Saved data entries
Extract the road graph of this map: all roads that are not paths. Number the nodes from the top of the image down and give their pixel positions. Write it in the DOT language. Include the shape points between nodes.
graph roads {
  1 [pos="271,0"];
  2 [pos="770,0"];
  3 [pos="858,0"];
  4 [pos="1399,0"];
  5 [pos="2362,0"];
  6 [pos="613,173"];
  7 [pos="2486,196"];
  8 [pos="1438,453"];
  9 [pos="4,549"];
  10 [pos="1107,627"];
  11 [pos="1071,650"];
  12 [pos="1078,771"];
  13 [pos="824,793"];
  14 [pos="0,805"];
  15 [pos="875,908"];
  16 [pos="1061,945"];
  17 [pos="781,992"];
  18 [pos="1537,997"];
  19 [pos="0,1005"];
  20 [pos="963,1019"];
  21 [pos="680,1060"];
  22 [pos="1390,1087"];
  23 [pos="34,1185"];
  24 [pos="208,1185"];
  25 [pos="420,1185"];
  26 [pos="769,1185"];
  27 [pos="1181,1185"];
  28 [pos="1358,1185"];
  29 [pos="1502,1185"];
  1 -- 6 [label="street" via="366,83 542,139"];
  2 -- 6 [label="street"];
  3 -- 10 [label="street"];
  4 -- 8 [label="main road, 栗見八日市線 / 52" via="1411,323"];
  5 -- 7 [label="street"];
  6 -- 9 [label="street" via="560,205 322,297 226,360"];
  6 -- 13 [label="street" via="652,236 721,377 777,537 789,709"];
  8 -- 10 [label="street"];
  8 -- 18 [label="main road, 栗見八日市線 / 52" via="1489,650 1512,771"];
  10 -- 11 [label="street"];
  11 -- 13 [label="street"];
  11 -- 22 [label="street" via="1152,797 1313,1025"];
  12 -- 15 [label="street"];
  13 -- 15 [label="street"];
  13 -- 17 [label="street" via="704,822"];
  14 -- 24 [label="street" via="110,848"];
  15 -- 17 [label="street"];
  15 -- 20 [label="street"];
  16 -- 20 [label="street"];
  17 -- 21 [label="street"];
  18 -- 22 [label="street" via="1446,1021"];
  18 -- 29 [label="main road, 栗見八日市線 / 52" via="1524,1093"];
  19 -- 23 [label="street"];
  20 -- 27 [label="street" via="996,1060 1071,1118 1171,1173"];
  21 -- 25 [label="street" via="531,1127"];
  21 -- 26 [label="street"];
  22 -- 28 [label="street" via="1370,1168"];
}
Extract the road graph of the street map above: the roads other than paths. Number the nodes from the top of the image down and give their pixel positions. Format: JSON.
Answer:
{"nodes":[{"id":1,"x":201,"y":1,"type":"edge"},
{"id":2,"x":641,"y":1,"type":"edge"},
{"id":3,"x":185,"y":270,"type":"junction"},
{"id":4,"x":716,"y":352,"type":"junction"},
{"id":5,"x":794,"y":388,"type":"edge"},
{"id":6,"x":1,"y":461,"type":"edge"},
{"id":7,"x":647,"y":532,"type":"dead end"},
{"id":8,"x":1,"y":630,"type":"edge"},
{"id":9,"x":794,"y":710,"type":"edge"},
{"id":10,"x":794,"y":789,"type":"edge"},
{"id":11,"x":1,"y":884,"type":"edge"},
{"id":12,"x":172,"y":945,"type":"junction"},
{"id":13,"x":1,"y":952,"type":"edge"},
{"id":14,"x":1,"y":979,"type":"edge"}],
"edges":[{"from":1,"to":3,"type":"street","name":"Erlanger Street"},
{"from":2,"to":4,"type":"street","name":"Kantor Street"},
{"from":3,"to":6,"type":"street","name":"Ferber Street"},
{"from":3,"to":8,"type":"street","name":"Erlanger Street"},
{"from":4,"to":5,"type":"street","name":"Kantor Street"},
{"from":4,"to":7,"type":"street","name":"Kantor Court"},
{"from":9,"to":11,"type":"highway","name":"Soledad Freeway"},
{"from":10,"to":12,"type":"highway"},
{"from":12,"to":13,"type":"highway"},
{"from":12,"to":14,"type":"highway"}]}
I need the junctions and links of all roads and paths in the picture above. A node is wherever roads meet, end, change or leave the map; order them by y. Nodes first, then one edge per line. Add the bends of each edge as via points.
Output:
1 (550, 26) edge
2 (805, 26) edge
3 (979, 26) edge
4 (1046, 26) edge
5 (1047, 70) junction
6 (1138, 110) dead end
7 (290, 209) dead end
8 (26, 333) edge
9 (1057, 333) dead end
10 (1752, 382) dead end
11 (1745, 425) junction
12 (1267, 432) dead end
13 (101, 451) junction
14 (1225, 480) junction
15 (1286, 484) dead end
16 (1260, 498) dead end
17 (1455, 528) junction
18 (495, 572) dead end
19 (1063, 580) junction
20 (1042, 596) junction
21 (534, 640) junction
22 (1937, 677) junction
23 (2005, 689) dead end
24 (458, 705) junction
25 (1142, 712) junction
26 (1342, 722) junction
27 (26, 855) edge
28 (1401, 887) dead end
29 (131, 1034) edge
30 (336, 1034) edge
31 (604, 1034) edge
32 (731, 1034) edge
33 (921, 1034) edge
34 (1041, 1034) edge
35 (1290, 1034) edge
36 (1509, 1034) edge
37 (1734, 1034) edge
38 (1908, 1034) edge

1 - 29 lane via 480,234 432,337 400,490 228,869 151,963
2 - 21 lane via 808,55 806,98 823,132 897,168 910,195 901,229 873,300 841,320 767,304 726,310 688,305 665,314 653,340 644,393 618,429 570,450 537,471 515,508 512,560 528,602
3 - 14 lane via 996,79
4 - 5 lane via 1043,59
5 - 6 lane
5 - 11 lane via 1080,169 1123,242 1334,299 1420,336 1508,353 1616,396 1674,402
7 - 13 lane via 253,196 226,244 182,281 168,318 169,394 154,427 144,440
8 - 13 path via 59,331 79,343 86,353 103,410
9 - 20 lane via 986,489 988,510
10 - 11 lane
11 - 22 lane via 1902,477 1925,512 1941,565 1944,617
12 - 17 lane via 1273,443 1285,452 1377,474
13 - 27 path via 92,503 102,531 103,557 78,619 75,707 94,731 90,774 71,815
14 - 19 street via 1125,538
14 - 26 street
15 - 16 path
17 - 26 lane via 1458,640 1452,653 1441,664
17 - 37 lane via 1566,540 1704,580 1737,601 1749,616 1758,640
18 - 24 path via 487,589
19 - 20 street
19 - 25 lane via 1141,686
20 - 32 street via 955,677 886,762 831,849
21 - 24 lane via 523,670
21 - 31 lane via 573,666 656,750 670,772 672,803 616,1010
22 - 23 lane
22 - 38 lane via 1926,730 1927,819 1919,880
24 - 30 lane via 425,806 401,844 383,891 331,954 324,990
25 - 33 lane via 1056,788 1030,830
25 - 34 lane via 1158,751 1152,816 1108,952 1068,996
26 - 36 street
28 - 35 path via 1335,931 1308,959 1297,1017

# What you are asked to do:
In the entries above, which lines hold the word "main"? Copy them out.

# Exercise result:
  4 -- 8 [label="main road, 栗見八日市線 / 52" via="1411,323"];
  8 -- 18 [label="main road, 栗見八日市線 / 52" via="1489,650 1512,771"];
  18 -- 29 [label="main road, 栗見八日市線 / 52" via="1524,1093"];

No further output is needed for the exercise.